## Material provided
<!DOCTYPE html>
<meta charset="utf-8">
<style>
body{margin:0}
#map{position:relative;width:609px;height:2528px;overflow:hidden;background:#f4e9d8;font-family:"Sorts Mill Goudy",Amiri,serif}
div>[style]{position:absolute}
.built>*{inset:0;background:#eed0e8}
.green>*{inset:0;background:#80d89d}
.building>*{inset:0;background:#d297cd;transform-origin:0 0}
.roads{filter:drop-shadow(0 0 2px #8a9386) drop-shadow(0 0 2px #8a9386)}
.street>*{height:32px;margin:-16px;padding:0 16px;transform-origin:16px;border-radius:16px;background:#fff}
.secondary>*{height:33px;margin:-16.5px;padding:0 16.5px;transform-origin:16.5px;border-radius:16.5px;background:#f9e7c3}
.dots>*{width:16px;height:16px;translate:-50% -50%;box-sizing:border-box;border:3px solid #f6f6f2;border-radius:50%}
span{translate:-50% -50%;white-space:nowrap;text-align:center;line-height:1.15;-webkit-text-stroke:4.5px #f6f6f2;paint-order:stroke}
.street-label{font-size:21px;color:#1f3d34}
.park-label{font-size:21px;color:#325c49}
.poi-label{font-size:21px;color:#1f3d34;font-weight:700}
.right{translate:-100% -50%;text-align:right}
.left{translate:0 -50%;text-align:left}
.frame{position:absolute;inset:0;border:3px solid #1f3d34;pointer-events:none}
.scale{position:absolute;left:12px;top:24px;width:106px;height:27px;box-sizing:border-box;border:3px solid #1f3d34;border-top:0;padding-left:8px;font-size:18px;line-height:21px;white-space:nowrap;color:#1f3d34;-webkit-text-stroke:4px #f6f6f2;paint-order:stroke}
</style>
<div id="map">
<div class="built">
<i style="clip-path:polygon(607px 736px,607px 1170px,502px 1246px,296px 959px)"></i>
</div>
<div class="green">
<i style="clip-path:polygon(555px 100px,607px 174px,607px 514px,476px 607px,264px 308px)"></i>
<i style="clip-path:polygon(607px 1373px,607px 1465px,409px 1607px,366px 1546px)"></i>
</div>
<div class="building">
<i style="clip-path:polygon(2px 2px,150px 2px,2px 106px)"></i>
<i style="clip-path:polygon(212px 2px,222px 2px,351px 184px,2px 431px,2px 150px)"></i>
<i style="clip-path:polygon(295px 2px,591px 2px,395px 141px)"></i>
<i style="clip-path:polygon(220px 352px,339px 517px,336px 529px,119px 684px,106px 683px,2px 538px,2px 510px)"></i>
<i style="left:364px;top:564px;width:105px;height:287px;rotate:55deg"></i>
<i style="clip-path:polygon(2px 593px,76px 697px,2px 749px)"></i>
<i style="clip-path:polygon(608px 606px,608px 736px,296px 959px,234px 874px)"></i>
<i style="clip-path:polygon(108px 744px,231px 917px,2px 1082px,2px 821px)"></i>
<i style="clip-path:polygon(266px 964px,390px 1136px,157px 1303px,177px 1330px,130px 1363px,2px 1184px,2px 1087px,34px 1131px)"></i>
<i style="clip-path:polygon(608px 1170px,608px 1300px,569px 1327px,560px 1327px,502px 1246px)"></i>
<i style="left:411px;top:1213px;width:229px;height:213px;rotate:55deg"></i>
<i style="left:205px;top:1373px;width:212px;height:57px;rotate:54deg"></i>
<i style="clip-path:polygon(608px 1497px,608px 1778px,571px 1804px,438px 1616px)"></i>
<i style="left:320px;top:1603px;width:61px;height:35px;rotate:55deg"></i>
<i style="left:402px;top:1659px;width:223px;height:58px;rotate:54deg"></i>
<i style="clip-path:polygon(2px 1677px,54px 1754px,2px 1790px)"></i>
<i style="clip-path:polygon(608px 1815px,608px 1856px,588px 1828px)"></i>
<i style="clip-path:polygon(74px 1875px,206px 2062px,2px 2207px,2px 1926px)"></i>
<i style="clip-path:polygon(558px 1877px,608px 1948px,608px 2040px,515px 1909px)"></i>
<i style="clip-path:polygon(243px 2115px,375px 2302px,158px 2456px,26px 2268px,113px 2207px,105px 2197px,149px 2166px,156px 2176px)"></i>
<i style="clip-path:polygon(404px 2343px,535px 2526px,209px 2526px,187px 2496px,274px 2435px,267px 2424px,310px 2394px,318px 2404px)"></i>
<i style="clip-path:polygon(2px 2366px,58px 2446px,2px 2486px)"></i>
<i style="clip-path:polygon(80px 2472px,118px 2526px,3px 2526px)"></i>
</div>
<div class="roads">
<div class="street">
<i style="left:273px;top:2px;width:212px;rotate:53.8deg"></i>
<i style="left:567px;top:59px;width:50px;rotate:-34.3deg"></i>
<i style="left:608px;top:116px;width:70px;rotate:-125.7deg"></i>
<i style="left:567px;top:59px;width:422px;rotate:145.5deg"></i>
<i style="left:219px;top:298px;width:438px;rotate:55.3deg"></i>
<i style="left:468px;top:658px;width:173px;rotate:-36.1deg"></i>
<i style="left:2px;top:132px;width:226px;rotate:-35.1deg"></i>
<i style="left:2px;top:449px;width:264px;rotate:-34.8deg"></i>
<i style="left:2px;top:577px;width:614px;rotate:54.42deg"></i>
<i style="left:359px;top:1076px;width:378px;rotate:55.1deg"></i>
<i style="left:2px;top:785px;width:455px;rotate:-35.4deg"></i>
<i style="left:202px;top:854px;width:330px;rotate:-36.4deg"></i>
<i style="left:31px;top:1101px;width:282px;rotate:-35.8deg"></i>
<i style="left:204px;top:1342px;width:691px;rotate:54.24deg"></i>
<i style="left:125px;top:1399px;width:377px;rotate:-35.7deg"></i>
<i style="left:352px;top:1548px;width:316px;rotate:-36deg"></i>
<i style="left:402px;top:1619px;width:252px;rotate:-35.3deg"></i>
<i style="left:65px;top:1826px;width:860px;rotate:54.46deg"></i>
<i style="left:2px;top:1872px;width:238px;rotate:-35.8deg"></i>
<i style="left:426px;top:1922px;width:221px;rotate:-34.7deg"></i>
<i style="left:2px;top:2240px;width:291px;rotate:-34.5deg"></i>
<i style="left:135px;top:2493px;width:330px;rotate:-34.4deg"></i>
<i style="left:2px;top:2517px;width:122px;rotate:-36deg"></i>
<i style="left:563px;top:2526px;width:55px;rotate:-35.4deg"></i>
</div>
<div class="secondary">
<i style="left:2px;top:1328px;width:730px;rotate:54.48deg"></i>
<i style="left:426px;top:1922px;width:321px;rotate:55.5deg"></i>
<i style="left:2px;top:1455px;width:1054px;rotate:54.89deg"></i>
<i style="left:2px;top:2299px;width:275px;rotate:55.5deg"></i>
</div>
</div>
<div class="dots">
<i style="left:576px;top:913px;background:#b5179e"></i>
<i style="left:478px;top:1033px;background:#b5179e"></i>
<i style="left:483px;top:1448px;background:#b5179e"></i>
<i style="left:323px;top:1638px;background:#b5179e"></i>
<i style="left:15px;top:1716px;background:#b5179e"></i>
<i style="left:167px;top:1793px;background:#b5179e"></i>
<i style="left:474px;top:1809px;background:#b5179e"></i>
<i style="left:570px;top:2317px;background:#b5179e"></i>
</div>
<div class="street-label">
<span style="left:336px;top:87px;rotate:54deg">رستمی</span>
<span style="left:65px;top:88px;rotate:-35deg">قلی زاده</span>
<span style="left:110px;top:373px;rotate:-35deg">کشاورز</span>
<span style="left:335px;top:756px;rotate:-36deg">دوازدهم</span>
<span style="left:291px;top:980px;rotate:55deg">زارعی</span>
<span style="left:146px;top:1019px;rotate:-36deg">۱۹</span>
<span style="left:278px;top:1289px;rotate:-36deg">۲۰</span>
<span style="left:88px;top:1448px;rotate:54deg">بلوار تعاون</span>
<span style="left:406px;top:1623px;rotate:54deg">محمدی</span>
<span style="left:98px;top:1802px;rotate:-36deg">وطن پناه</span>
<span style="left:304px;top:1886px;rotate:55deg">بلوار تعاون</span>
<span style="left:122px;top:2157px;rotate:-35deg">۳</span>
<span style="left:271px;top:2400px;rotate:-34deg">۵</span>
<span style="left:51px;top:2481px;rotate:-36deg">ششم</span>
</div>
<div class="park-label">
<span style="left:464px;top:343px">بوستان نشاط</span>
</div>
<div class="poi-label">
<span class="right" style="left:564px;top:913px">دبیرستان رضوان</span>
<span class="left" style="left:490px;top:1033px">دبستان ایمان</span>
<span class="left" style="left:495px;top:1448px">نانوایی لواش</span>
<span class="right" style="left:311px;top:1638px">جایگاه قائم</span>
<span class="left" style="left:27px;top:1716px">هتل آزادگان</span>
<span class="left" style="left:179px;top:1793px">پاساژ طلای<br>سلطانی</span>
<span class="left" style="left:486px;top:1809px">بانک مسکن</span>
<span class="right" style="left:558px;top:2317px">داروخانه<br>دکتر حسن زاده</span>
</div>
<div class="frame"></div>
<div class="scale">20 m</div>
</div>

## To do
Word for word, restate the listing above from its first line to the line with "2px #8a9386) drop-shadow(0", keeping both.

## Completed task
<!DOCTYPE html>
<meta charset="utf-8">
<style>
body{margin:0}
#map{position:relative;width:609px;height:2528px;overflow:hidden;background:#f4e9d8;font-family:"Sorts Mill Goudy",Amiri,serif}
div>[style]{position:absolute}
.built>*{inset:0;background:#eed0e8}
.green>*{inset:0;background:#80d89d}
.building>*{inset:0;background:#d297cd;transform-origin:0 0}
.roads{filter:drop-shadow(0 0 2px #8a9386) drop-shadow(0 0 2px #8a9386)}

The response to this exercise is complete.